“When George weds thee, Ann, thou wilt find that a linen-draper of the city is better able to safeguard his wife than any mongrel popinjay who flaunts it at Whitehall.”

“I am in no mind to wed anyone, father,” said she, “nor do I seek other protection than yours.”

“Nay, lass, I am getting old. Be not vexed with young Master Beeston because he guessed not of your peril.”

“I would brave a hundred swords to serve you,” stammered George. Better had he remained silent. No girl likes love-making in public. Anna seemingly paid no heed to his bashful words, but her eyes sparkled with some glint of annoyance.

Roger Sainton, ever more ready to laugh than to quarrel, smoothed over the family tiff by breaking out into a diatribe on the virtues of the knight’s Brown Devon ale. Mowbray, too, seeing how the land lay, offered more attention to Mistress Eleanor Roe than to her stately cousin.

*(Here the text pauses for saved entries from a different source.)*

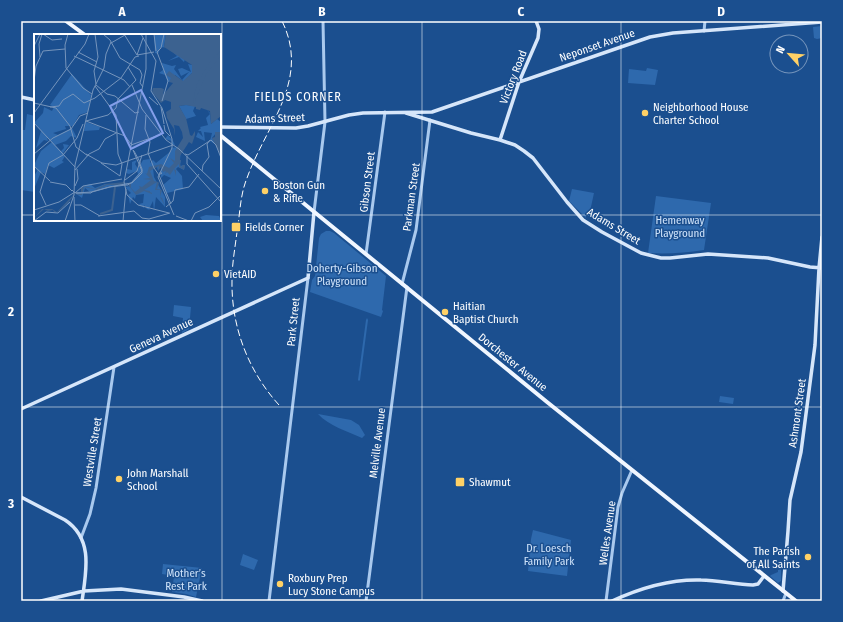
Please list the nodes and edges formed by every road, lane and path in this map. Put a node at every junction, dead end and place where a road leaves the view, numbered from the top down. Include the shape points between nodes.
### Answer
1 (66, 21) edge
2 (323, 21) edge
3 (536, 21) edge
4 (705, 21) edge
5 (822, 22) edge
6 (704, 31) junction
7 (84, 34) edge
8 (519, 82) junction
9 (21, 97) edge
10 (34, 100) edge
11 (386, 112) junction
12 (401, 112) junction
13 (421, 112) junction
14 (432, 112) junction
15 (430, 120) junction
16 (325, 122) junction
17 (221, 127) edge
18 (221, 136) edge
19 (500, 140) junction
20 (314, 212) junction
21 (822, 237) edge
22 (366, 254) junction
23 (820, 268) edge
24 (308, 278) junction
25 (402, 284) junction
26 (407, 287) junction
27 (114, 366) junction
28 (21, 409) edge
29 (632, 470) junction
30 (21, 497) edge
31 (81, 538) junction
32 (764, 576) junction
33 (84, 590) junction
34 (784, 592) junction
35 (41, 601) edge
36 (82, 601) edge
37 (202, 601) edge
38 (269, 601) edge
39 (366, 601) edge
40 (606, 601) edge
41 (612, 601) edge
42 (783, 601) edge
43 (796, 601) edge

1 - 7 main road
2 - 16 street, Park Street
3 - 8 main road, Victory Road via 539,29 538,38
4 - 6 street
5 - 6 main road, Neponset Avenue
6 - 8 main road, Neponset Avenue via 650,37
8 - 14 main road, Neponset Avenue
8 - 19 main road, Victory Road
9 - 10 main road
11 - 12 main road, Adams Street
11 - 16 main road, Adams Street via 358,113
11 - 22 street, Gibson Street
12 - 13 main road, Adams Street
12 - 15 main road, Adams Street
13 - 14 main road, Adams Street
13 - 15 main road, Adams Street
14 - 15 main road, Parkman Street
15 - 19 main road, Adams Street
15 - 25 street, Parkman Street via 416,230
16 - 17 main road, Adams Street via 296,128
16 - 20 street, Park Street
18 - 20 main road, Dorchester Avenue
19 - 23 main road, Adams Street via 516,145 529,154 583,220 641,253 661,258 708,254 768,258
20 - 22 main road, Dorchester Avenue
20 - 24 main road, Park Street
21 - 23 main road, Ashmont Street
22 - 25 main road, Dorchester Avenue
23 - 34 main road, Ashmont Street via 814,353 801,452 790,497
24 - 27 main road, Geneva Avenue
24 - 38 street, Park Street
25 - 26 main road, Dorchester Avenue
26 - 29 main road, Dorchester Avenue
26 - 39 street, Melville Avenue
27 - 28 main road, Geneva Avenue
27 - 31 street, Westville Street via 96,488
29 - 32 main road, Dorchester Avenue
29 - 40 street, Welles Avenue via 618,510
30 - 31 main road via 71,524
31 - 33 main road via 86,559
32 - 34 main road, Dorchester Avenue
32 - 41 main road via 758,584 753,585 702,580 671,582 644,588
33 - 35 main road
33 - 36 main road
33 - 37 main road via 124,590
34 - 42 street, Ashmont Street
34 - 43 main road, Dorchester Avenue

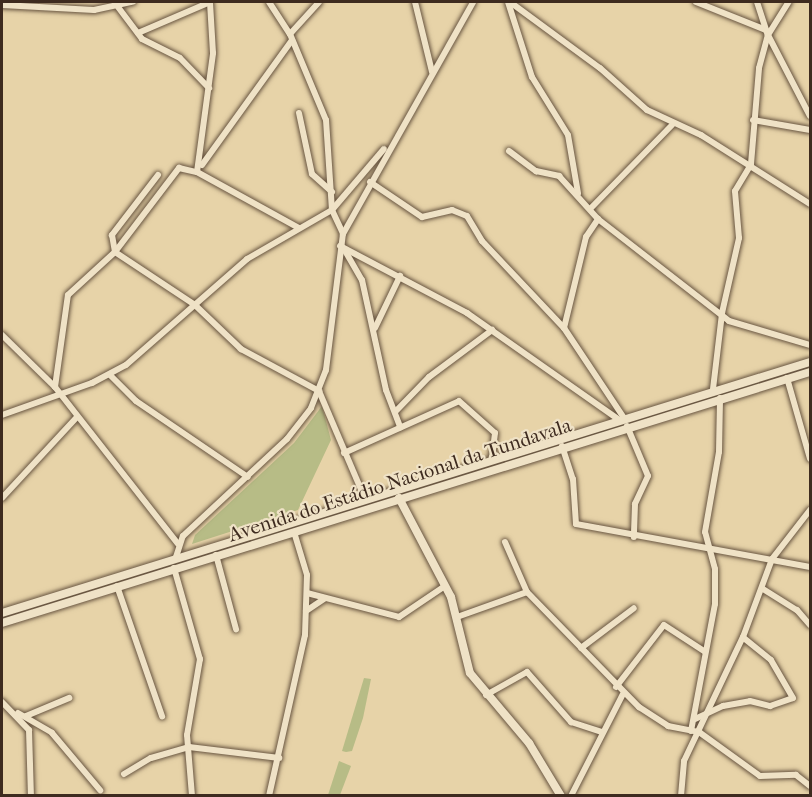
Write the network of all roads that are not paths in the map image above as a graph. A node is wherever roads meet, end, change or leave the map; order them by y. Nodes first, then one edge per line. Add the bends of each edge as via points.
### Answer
1 (86, 2) edge
2 (133, 2) edge
3 (210, 2) edge
4 (269, 2) edge
5 (319, 2) edge
6 (415, 2) edge
7 (473, 2) edge
8 (513, 2) edge
9 (696, 2) edge
10 (758, 2) edge
11 (789, 2) edge
12 (2, 5) edge
13 (118, 7) junction
14 (94, 9) junction
15 (767, 32) junction
16 (138, 33) junction
17 (291, 37) junction
18 (432, 72) junction
19 (209, 88) junction
20 (299, 112) dead end
21 (810, 116) edge
22 (753, 120) junction
23 (672, 125) junction
24 (810, 130) edge
25 (391, 140) junction
26 (509, 151) dead end
27 (751, 164) junction
28 (201, 165) junction
29 (197, 172) junction
30 (158, 176) dead end
31 (370, 182) junction
32 (332, 192) junction
33 (578, 193) junction
34 (810, 204) edge
35 (591, 208) junction
36 (332, 210) junction
37 (598, 219) junction
38 (299, 228) junction
39 (343, 234) junction
40 (341, 247) junction
41 (115, 252) junction
42 (400, 276) junction
43 (195, 305) junction
44 (722, 313) junction
45 (375, 328) junction
46 (564, 328) junction
47 (492, 330) junction
48 (2, 335) edge
49 (810, 345) edge
50 (810, 362) edge
51 (810, 372) edge
52 (110, 375) junction
53 (786, 378) junction
54 (54, 387) junction
55 (713, 389) junction
56 (319, 391) junction
57 (59, 395) junction
58 (720, 398) junction
59 (396, 411) junction
60 (2, 415) edge
61 (76, 418) junction
62 (623, 421) junction
63 (400, 427) junction
64 (562, 446) junction
65 (344, 453) junction
66 (492, 458) junction
67 (810, 459) edge
68 (248, 477) junction
69 (2, 498) edge
70 (399, 498) junction
71 (365, 499) junction
72 (810, 510) edge
73 (294, 532) junction
74 (634, 537) junction
75 (505, 542) dead end
76 (178, 544) junction
77 (709, 549) junction
78 (216, 555) junction
79 (176, 556) junction
80 (772, 560) junction
81 (810, 567) edge
82 (174, 568) junction
83 (117, 586) junction
84 (445, 586) junction
85 (763, 589) junction
86 (527, 592) junction
87 (307, 593) junction
88 (324, 599) junction
89 (634, 608) dead end
90 (306, 612) junction
91 (2, 613) edge
92 (457, 617) junction
93 (2, 623) edge
94 (810, 625) edge
95 (236, 629) dead end
96 (743, 637) junction
97 (581, 648) junction
98 (704, 651) junction
99 (616, 687) junction
100 (623, 694) junction
101 (486, 695) junction
102 (69, 698) dead end
103 (2, 702) edge
104 (708, 711) junction
105 (18, 713) junction
106 (26, 716) junction
107 (162, 716) dead end
108 (695, 718) junction
109 (691, 731) junction
110 (601, 732) junction
111 (699, 732) junction
112 (189, 747) junction
113 (279, 758) junction
114 (124, 774) dead end
115 (810, 786) edge
116 (99, 790) dead end
117 (31, 795) edge
118 (192, 795) edge
119 (269, 795) edge
120 (561, 795) edge
121 (571, 795) edge
122 (681, 795) edge

1 - 14 street
2 - 13 street
3 - 16 street
3 - 19 street
4 - 17 street
5 - 17 street
6 - 18 street
7 - 18 street
8 - 23 street
8 - 33 street via 532,77 567,135
9 - 15 street
10 - 15 street
11 - 15 street
12 - 14 street
13 - 14 street
13 - 16 street
15 - 21 street
15 - 22 street
16 - 19 street via 150,46 180,58
17 - 28 street
17 - 32 street via 332,138
18 - 25 street
19 - 28 street via 203,94
20 - 32 street via 312,174
22 - 24 street
22 - 27 street
23 - 27 street
23 - 35 street
25 - 31 street
25 - 36 street
26 - 33 street via 536,171 559,176
27 - 34 street
27 - 44 street via 735,191 739,238
28 - 29 street
29 - 38 street
29 - 41 street via 178,168
30 - 41 street via 112,235
31 - 39 street
31 - 46 street via 422,217 452,210 467,216 482,241
32 - 36 street
33 - 35 street
35 - 37 street
36 - 38 street
36 - 39 street
37 - 44 street
37 - 46 street via 586,237
38 - 43 street via 247,259
39 - 40 street
40 - 42 street
40 - 45 street via 362,280
40 - 56 street
41 - 43 street
41 - 54 street via 68,295
42 - 45 street
42 - 47 street
43 - 52 street
43 - 56 street via 241,349
44 - 49 street via 740,327 800,337
44 - 55 street
45 - 59 street via 386,390
46 - 62 street
47 - 59 street via 429,377
47 - 62 street
48 - 54 street
50 - 55 street, Avenida do Estádio Nacional da Tundavala
51 - 53 street, Avenida do Estádio Nacional da Tundavala
52 - 57 street
52 - 68 street via 136,401
53 - 58 street, Avenida do Estádio Nacional da Tundavala
53 - 67 street
54 - 57 street
55 - 62 street, Avenida do Estádio Nacional da Tundavala
56 - 65 street
56 - 68 street via 299,425
57 - 60 street
57 - 61 street
58 - 62 street, Avenida do Estádio Nacional da Tundavala
58 - 77 street via 719,452 706,521
59 - 63 street
61 - 69 street
61 - 76 street
62 - 64 street, Avenida do Estádio Nacional da Tundavala
62 - 66 street, Avenida do Estádio Nacional da Tundavala
62 - 74 street via 648,476 636,504
63 - 65 street
63 - 66 street via 465,402 495,433
64 - 70 street, Avenida do Estádio Nacional da Tundavala
64 - 74 street via 573,479 574,522
65 - 71 street
66 - 71 street, Avenida do Estádio Nacional da Tundavala
68 - 76 street
70 - 73 street, Avenida do Estádio Nacional da Tundavala
70 - 84 street
71 - 79 street, Avenida do Estádio Nacional da Tundavala
72 - 80 street
73 - 78 street, Avenida do Estádio Nacional da Tundavala
73 - 87 street via 306,566
74 - 77 street
75 - 86 street
76 - 79 street
77 - 80 street
77 - 98 street via 715,604
78 - 82 street, Avenida do Estádio Nacional da Tundavala
78 - 95 street
79 - 91 street, Avenida do Estádio Nacional da Tundavala
80 - 81 street
80 - 85 street
82 - 83 street, Avenida do Estádio Nacional da Tundavala
82 - 112 street via 200,659
83 - 93 street, Avenida do Estádio Nacional da Tundavala
83 - 107 street
84 - 88 street via 402,617
84 - 92 street
85 - 94 street via 797,610
85 - 96 street
86 - 92 street
86 - 97 street
87 - 88 street
87 - 90 street
88 - 90 street
89 - 97 street
90 - 113 street
92 - 101 street via 470,673
96 - 104 street
96 - 104 street via 771,660 793,698 770,706 750,701
97 - 99 street
98 - 99 street via 664,626
98 - 108 street
99 - 100 street
100 - 109 street via 668,726
100 - 110 street
101 - 110 street via 527,672 566,718
101 - 120 street via 530,743
102 - 106 street
103 - 105 street
104 - 108 street
104 - 111 street
105 - 106 street
105 - 117 street via 33,748
106 - 116 street via 52,733
108 - 109 street
109 - 111 street
110 - 121 street
111 - 115 street via 760,776 796,775
111 - 122 street via 684,761
112 - 113 street
112 - 114 street via 151,758
112 - 118 street
113 - 119 street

Herein he only followed his secret inclination. The girl’s shy blue eyes and laughing lips formed a combination difficult to resist, if resistance were thought of. She was dressed in simple white. Her hair, plaited in the Dutch style, was tied with a bow of blue riband, nor was her gown too long to hide the neat shoes of saffron-colored leather which adorned her pretty feet.

She wore no ornaments, and her attire was altogether less expensive than that of Anna Cave. His own experiences had given Mowbray a clear knowledge of domestic values. Judging by appearances, he thought that the house of Roe was not so well endowed with wealth as the house of Cave. He did not find the drawback amiss. He was young enough, and sufficiently romantic in disposition, to discover ample endowment in Eleanor’s piquant face and bright, if somewhat timid, wit.

Anna, who looked preoccupied, quickly upset an arrangement which threatened to leave her and Beeston to entertain each other.

It was not yet dark when the supper was ended. Anna, rising suddenly when a waiting-man produced a dust-covered flagon of Alicant, assumed an animated air.

“I see you sip your wine rather than drink it, Master Mowbray,” she cried. “Will you not join Nellie and me in the garden, and leave to these graver gentlemen the worship of Bacchus?”